Mentions: The group with a high educational level had a higher age-standardised cancer-specific 5-year survival than that with basic educational level, almost without exception (Table 1). The age-specific and, thereby, also the age-standardised 5-year cancer-specific survival proportions and their differences could not be estimated for every educational group in 1996–2005 for five sites in males and four sites in females. Statistical modelling showed that the higher survival among the highly educated had persisted over calendar time. Differences in RRs of cancer-specific mortality between the educational categories were larger when the stage was not included in the model, and existed only when that RR was under 0.85 (Figure 1). In other words, when there was a larger mortality difference related to educational level, it was partly accounted for by differences in stage distribution, almost regardless of the site. The attenuation of the relative differences varied strongly but was, with the exception of testicular and kidney cancers, quite modest. The health-conscious occupational group still clearly had a more favourable cancer-specific survival than the rest of the high education category (Figure 2). The RRs of this group were also somewhat attenuated when the stage was adjusted for by the model compared with the results derived without adjusting for the stage.


Education, survival and avoidable deaths in cancer patients in Finland.

Pokhrel A, Martikainen P, Pukkala E, Rautalahti M, Seppä K, Hakulinen T - Br. J. Cancer (2010)

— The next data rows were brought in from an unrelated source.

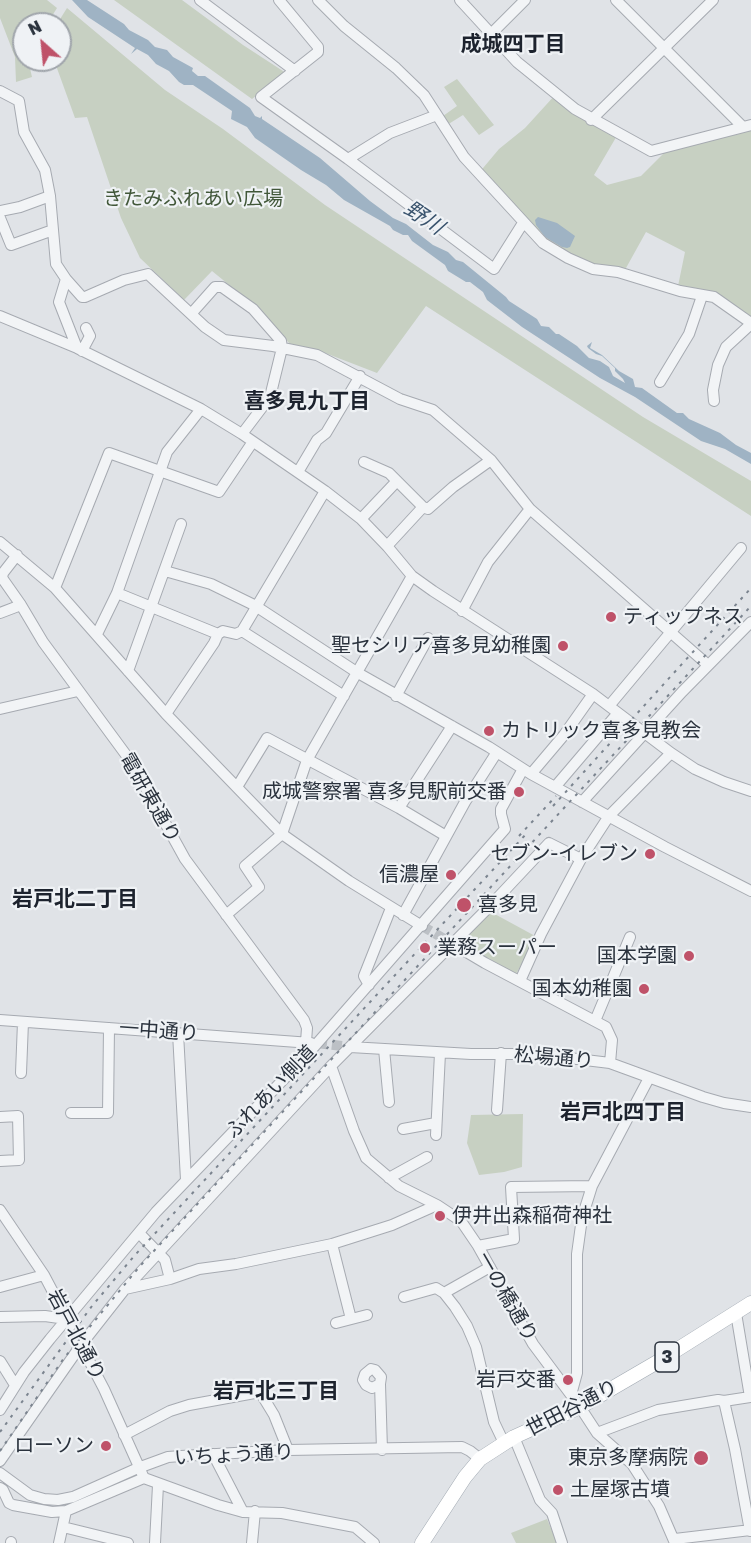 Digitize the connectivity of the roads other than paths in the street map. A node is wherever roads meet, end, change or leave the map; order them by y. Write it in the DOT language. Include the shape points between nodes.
graph roads {
  1 [pos="200,0"];
  2 [pos="279,0"];
  3 [pos="318,0"];
  4 [pos="460,0"];
  5 [pos="525,0"];
  6 [pos="616,0"];
  7 [pos="713,0"];
  8 [pos="490,34"];
  9 [pos="664,48"];
  10 [pos="295,70"];
  11 [pos="0,91"];
  12 [pos="437,115"];
  13 [pos="591,120"];
  14 [pos="747,126"];
  15 [pos="348,159"];
  16 [pos="50,196"];
  17 [pos="0,212"];
  18 [pos="0,218"];
  19 [pos="524,223"];
  20 [pos="53,230"];
  21 [pos="66,279"];
  22 [pos="702,296"];
  23 [pos="190,315"];
  24 [pos="0,316"];
  25 [pos="751,323"];
  26 [pos="86,328"];
  27 [pos="282,348"];
  28 [pos="80,350"];
  29 [pos="360,376"];
  30 [pos="660,382"];
  31 [pos="714,400"];
  32 [pos="201,408"];
  33 [pos="242,434"];
  34 [pos="252,443"];
  35 [pos="491,460"];
  36 [pos="364,462"];
  37 [pos="161,471"];
  38 [pos="298,472"];
  39 [pos="397,481"];
  40 [pos="325,491"];
  41 [pos="423,507"];
  42 [pos="530,509"];
  43 [pos="361,519"];
  44 [pos="181,524"];
  45 [pos="0,542"];
  46 [pos="387,546"];
  47 [pos="741,548"];
  48 [pos="17,555"];
  49 [pos="165,571"];
  50 [pos="412,576"];
  51 [pos="55,588"];
  52 [pos="117,593"];
  53 [pos="21,605"];
  54 [pos="257,607"];
  55 [pos="151,608"];
  56 [pos="462,611"];
  57 [pos="0,613"];
  58 [pos="751,622"];
  59 [pos="242,631"];
  60 [pos="671,632"];
  61 [pos="218,633"];
  62 [pos="97,634"];
  63 [pos="428,638"];
  64 [pos="708,665"];
  65 [pos="128,671"];
  66 [pos="357,673"];
  67 [pos="78,691"];
  68 [pos="593,694"];
  69 [pos="344,696"];
  70 [pos="396,696"];
  71 [pos="609,706"];
  72 [pos="0,709"];
  73 [pos="618,713"];
  74 [pos="166,714"];
  75 [pos="452,726"];
  76 [pos="644,734"];
  77 [pos="497,752"];
  78 [pos="671,753"];
  79 [pos="307,760"];
  80 [pos="527,772"];
  81 [pos="237,787"];
  82 [pos="555,787"];
  83 [pos="751,791"];
  84 [pos="582,802"];
  85 [pos="399,808"];
  86 [pos="609,816"];
  87 [pos="282,834"];
  88 [pos="446,836"];
  89 [pos="581,859"];
  90 [pos="751,891"];
  91 [pos="391,908"];
  92 [pos="226,915"];
  93 [pos="403,915"];
  94 [pos="422,926"];
  95 [pos="630,937"];
  96 [pos="453,944"];
  97 [pos="520,981"];
  98 [pos="369,985"];
  99 [pos="0,1020"];
  100 [pos="595,1021"];
  101 [pos="23,1022"];
  102 [pos="109,1028"];
  103 [pos="178,1033"];
  104 [pos="311,1042"];
  105 [pos="350,1047"];
  106 [pos="384,1049"];
  107 [pos="440,1053"];
  108 [pos="501,1053"];
  109 [pos="610,1063"];
  110 [pos="331,1066"];
  111 [pos="21,1072"];
  112 [pos="649,1078"];
  113 [pos="388,1102"];
  114 [pos="751,1107"];
  115 [pos="497,1110"];
  116 [pos="71,1113"];
  117 [pos="0,1117"];
  118 [pos="403,1129"];
  119 [pos="427,1157"];
  120 [pos="0,1161"];
  121 [pos="388,1178"];
  122 [pos="186,1180"];
  123 [pos="592,1186"];
  124 [pos="437,1205"];
  125 [pos="0,1210"];
  126 [pos="139,1233"];
  127 [pos="332,1244"];
  128 [pos="478,1246"];
  129 [pos="159,1253"];
  130 [pos="490,1267"];
  131 [pos="44,1275"];
  132 [pos="170,1280"];
  133 [pos="0,1287"];
  134 [pos="125,1289"];
  135 [pos="444,1293"];
  136 [pos="404,1297"];
  137 [pos="751,1303"];
  138 [pos="736,1313"];
  139 [pos="367,1315"];
  140 [pos="0,1317"];
  141 [pos="66,1319"];
  142 [pos="351,1319"];
  143 [pos="336,1323"];
  144 [pos="81,1345"];
  145 [pos="0,1361"];
  146 [pos="380,1384"];
  147 [pos="15,1386"];
  148 [pos="572,1395"];
  149 [pos="724,1401"];
  150 [pos="580,1407"];
  151 [pos="0,1410"];
  152 [pos="597,1433"];
  153 [pos="124,1435"];
  154 [pos="509,1440"];
  155 [pos="288,1450"];
  156 [pos="382,1450"];
  157 [pos="213,1454"];
  158 [pos="480,1459"];
  159 [pos="0,1461"];
  160 [pos="0,1473"];
  161 [pos="141,1473"];
  162 [pos="158,1485"];
  163 [pos="0,1488"];
  164 [pos="66,1511"];
  165 [pos="255,1511"];
  166 [pos="243,1512"];
  167 [pos="63,1527"];
  168 [pos="751,1531"];
  169 [pos="675,1541"];
  170 [pos="59,1543"];
  171 [pos="128,1543"];
  172 [pos="155,1543"];
  173 [pos="252,1543"];
  174 [pos="375,1543"];
  175 [pos="422,1543"];
  176 [pos="562,1543"];
  1 -- 10 [label="street"];
  2 -- 10 [label="street" via="318,47 318,52"];
  3 -- 12 [label="street" via="424,95"];
  4 -- 8 [label="street"];
  5 -- 8 [label="street"];
  6 -- 9 [label="street"];
  7 -- 9 [label="street"];
  8 -- 13 [label="street" via="517,62"];
  9 -- 13 [label="street"];
  9 -- 14 [label="street"];
  10 -- 15 [label="street" via="261,97"];
  11 -- 16 [label="street" via="18,102 24,132 45,170"];
  12 -- 15 [label="street" via="390,133"];
  12 -- 19 [label="street" via="464,157"];
  13 -- 14 [label="street" via="651,152"];
  15 -- 19 [label="street" via="494,269"];
  16 -- 17 [label="street"];
  16 -- 20 [label="street"];
  18 -- 20 [label="street" via="11,245"];
  19 -- 22 [label="street" via="543,243 593,269 618,272"];
  20 -- 21 [label="street" via="56,264"];
  21 -- 23 [label="street" via="85,297 148,274"];
  21 -- 28 [label="street" via="59,302"];
  22 -- 25 [label="street" via="714,297"];
  22 -- 30 [label="street" via="689,334"];
  23 -- 27 [label="street" via="224,340"];
  23 -- 27 [label="street" via="214,287 222,287 253,309"];
  24 -- 28 [label="street"];
  25 -- 31 [label="street" via="726,347 718,365"];
  26 -- 28 [label="street" via="90,336"];
  27 -- 29 [label="street" via="317,355"];
  27 -- 33 [label="street" via="270,397"];
  28 -- 32 [label="street"];
  29 -- 35 [label="street" via="400,399 433,410"];
  29 -- 38 [label="street"];
  32 -- 33 [label="street"];
  32 -- 37 [label="street" via="167,452"];
  33 -- 34 [label="street"];
  34 -- 37 [label="street" via="219,492"];
  34 -- 38 [label="street"];
  35 -- 41 [label="street" via="428,509"];
  35 -- 42 [label="street"];
  36 -- 39 [label="street"];
  37 -- 51 [label="street" via="109,453"];
  37 -- 52 [label="street"];
  38 -- 40 [label="street"];
  39 -- 41 [label="street"];
  39 -- 43 [label="street"];
  40 -- 43 [label="street"];
  40 -- 54 [label="street"];
  41 -- 46 [label="street"];
  42 -- 56 [label="street" via="488,562"];
  42 -- 60 [label="street"];
  43 -- 46 [label="street"];
  44 -- 49 [label="street"];
  45 -- 48 [label="street"];
  46 -- 50 [label="street"];
  47 -- 60 [label="street"];
  48 -- 51 [label="street"];
  48 -- 53 [label="street, 電研東通り" via="2,578"];
  49 -- 54 [label="street" via="211,584"];
  49 -- 55 [label="street"];
  50 -- 56 [label="street"];
  50 -- 66 [label="street"];
  51 -- 62 [label="street"];
  52 -- 55 [label="street"];
  52 -- 62 [label="street"];
  53 -- 57 [label="street"];
  53 -- 67 [label="street, 電研東通り"];
  54 -- 59 [label="street"];
  54 -- 66 [label="street"];
  55 -- 61 [label="street"];
  55 -- 65 [label="street"];
  56 -- 68 [label="street"];
  58 -- 64 [label="street"];
  59 -- 61 [label="street"];
  59 -- 69 [label="street"];
  60 -- 64 [label="street"];
  60 -- 71 [label="street"];
  61 -- 74 [label="street"];
  62 -- 65 [label="street"];
  63 -- 70 [label="street"];
  64 -- 76 [label="street"];
  65 -- 74 [label="street"];
  66 -- 69 [label="street"];
  66 -- 70 [label="street"];
  67 -- 72 [label="street"];
  67 -- 92 [label="street, 電研東通り" via="132,763 185,859"];
  68 -- 71 [label="street"];
  68 -- 80 [label="street" via="564,735"];
  69 -- 79 [label="street"];
  70 -- 75 [label="street"];
  71 -- 73 [label="street"];
  73 -- 76 [label="street"];
  73 -- 82 [label="street"];
  74 -- 81 [label="street"];
  75 -- 77 [label="street"];
  75 -- 85 [label="street"];
  76 -- 78 [label="street"];
  76 -- 84 [label="street"];
  77 -- 80 [label="street"];
  77 -- 88 [label="street"];
  78 -- 83 [label="street" via="695,769"];
  78 -- 86 [label="street"];
  79 -- 81 [label="street" via="267,738"];
  79 -- 85 [label="street"];
  79 -- 87 [label="street"];
  80 -- 82 [label="street"];
  80 -- 94 [label="street, ふれあい側道" via="501,809 505,829"];
  81 -- 87 [label="street"];
  82 -- 84 [label="street"];
  84 -- 86 [label="street"];
  85 -- 88 [label="street"];
  86 -- 89 [label="street"];
  86 -- 90 [label="street"];
  87 -- 91 [label="street"];
  87 -- 92 [label="street" via="245,866 259,887"];
  88 -- 93 [label="street"];
  89 -- 96 [label="street, ふれあい側道" via="549,843"];
  89 -- 97 [label="street"];
  91 -- 93 [label="street"];
  91 -- 98 [label="street" via="364,976"];
  92 -- 104 [label="street, 電研東通り" via="306,1023"];
  93 -- 94 [label="street"];
  94 -- 98 [label="street, ふれあい側道"];
  95 -- 100 [label="street"];
  96 -- 97 [label="street"];
  96 -- 105 [label="street, ふれあい側道"];
  97 -- 100 [label="street"];
  98 -- 104 [label="street, ふれあい側道"];
  99 -- 101 [label="street, 一中通り"];
  100 -- 109 [label="street" via="606,1028 612,1040"];
  101 -- 102 [label="street, 一中通り"];
  101 -- 111 [label="street"];
  102 -- 103 [label="street, 一中通り"];
  102 -- 116 [label="street" via="108,1113"];
  103 -- 104 [label="street, 一中通り"];
  103 -- 122 [label="street"];
  104 -- 122 [label="street, ふれあい側道"];
  105 -- 106 [label="street, 松場通り"];
  105 -- 110 [label="street, ふれあい側道"];
  106 -- 107 [label="street, 松場通り"];
  106 -- 113 [label="street"];
  107 -- 108 [label="street, 松場通り"];
  107 -- 118 [label="street" via="436,1129"];
  108 -- 109 [label="street, 松場通り"];
  108 -- 115 [label="street"];
  109 -- 112 [label="street, 松場通り"];
  110 -- 121 [label="street, 一の橋通り" via="366,1158"];
  110 -- 129 [label="street, ふれあい側道"];
  112 -- 114 [label="street, 松場通り" via="724,1103"];
  112 -- 123 [label="street"];
  117 -- 120 [label="street" via="18,1116 20,1160"];
  119 -- 121 [label="street"];
  121 -- 124 [label="street, 一の橋通り"];
  122 -- 126 [label="street, ふれあい側道"];
  123 -- 128 [label="street" via="511,1187 514,1239"];
  123 -- 148 [label="street" via="577,1254 578,1373"];
  124 -- 127 [label="street" via="392,1225"];
  124 -- 128 [label="street, 一の橋通り" via="461,1221"];
  125 -- 131 [label="street, 岩戸北通り"];
  126 -- 129 [label="street"];
  126 -- 141 [label="street, ふれあい側道"];
  127 -- 132 [label="street" via="198,1269"];
  127 -- 142 [label="street"];
  128 -- 130 [label="street, 一の橋通り"];
  129 -- 132 [label="street"];
  129 -- 134 [label="street, ふれあい側道"];
  130 -- 135 [label="street"];
  130 -- 148 [label="street, 一の橋通り" via="533,1344"];
  131 -- 133 [label="street"];
  131 -- 141 [label="street, 岩戸北通り"];
  132 -- 134 [label="street"];
  134 -- 144 [label="street, ふれあい側道"];
  135 -- 136 [label="street" via="436,1288"];
  135 -- 154 [label="street" via="467,1326 494,1422"];
  137 -- 138 [label="main road, 世田谷通り / 3"];
  138 -- 149 [label="street" via="750,1397"];
  138 -- 150 [label="main road, 世田谷通り / 3"];
  139 -- 142 [label="street"];
  140 -- 141 [label="street"];
  141 -- 144 [label="street, 岩戸北通り"];
  141 -- 147 [label="street, ふれあい側道"];
  142 -- 143 [label="street"];
  144 -- 153 [label="street, 岩戸北通り"];
  144 -- 159 [label="street, ふれあい側道"];
  145 -- 147 [label="street"];
  146 -- 156 [label="street"];
  147 -- 151 [label="street, ふれあい側道"];
  148 -- 150 [label="street, 一の橋通り"];
  149 -- 152 [label="street" via="658,1410"];
  149 -- 168 [label="street"];
  150 -- 152 [label="street, 一の橋通り"];
  150 -- 154 [label="main road, 世田谷通り / 3"];
  152 -- 169 [label="street, 一の橋通り" via="632,1464 659,1506"];
  153 -- 155 [label="street" via="189,1405 260,1392"];
  153 -- 161 [label="street, 岩戸北通り"];
  154 -- 158 [label="main road, 世田谷通り / 3"];
  154 -- 176 [label="street" via="540,1500 552,1513"];
  155 -- 156 [label="street, いちょう通り"];
  155 -- 157 [label="street, いちょう通り"];
  156 -- 158 [label="street, いちょう通り" via="462,1447"];
  157 -- 161 [label="street, いちょう通り" via="168,1457"];
  157 -- 166 [label="street"];
  158 -- 175 [label="main road, 世田谷通り / 3"];
  160 -- 161 [label="street, いちょう通り" via="30,1495 58,1500"];
  161 -- 162 [label="street"];
  161 -- 164 [label="street"];
  162 -- 166 [label="street"];
  162 -- 172 [label="street"];
  163 -- 164 [label="street" via="13,1505"];
  164 -- 167 [label="street"];
  165 -- 166 [label="street"];
  165 -- 173 [label="street"];
  165 -- 174 [label="street" via="355,1527"];
  167 -- 170 [label="street"];
  167 -- 171 [label="street"];
  168 -- 169 [label="street"];
}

Risk ratios for cancer death of patients diagnosed in 1971–2005 (high vs basic education) without and with accounting for stage, by site (sites: OE=oesophagus; ST=stomach; CO=colon; RE=rectum; LI=liver; GB=gallbladder; PA=pancreas; LU=lung; ME=skin, melanoma; NM=skin, non-melanoma; BR=breast; CE=cervix uteri; CU=corpus uteri; OV=ovary; PR=prostate; KI=kidney; UB=urinary bladder; TH=thyroid; HL=Hodgkin's lymphoma; NHL=non-Hodgkin's lymphoma; OTH=other cancers as specified in Table 1). The model accounts for gender where applicable. The diagonal indicates equality of the two RRs. Results are shown for sites with model convergence only.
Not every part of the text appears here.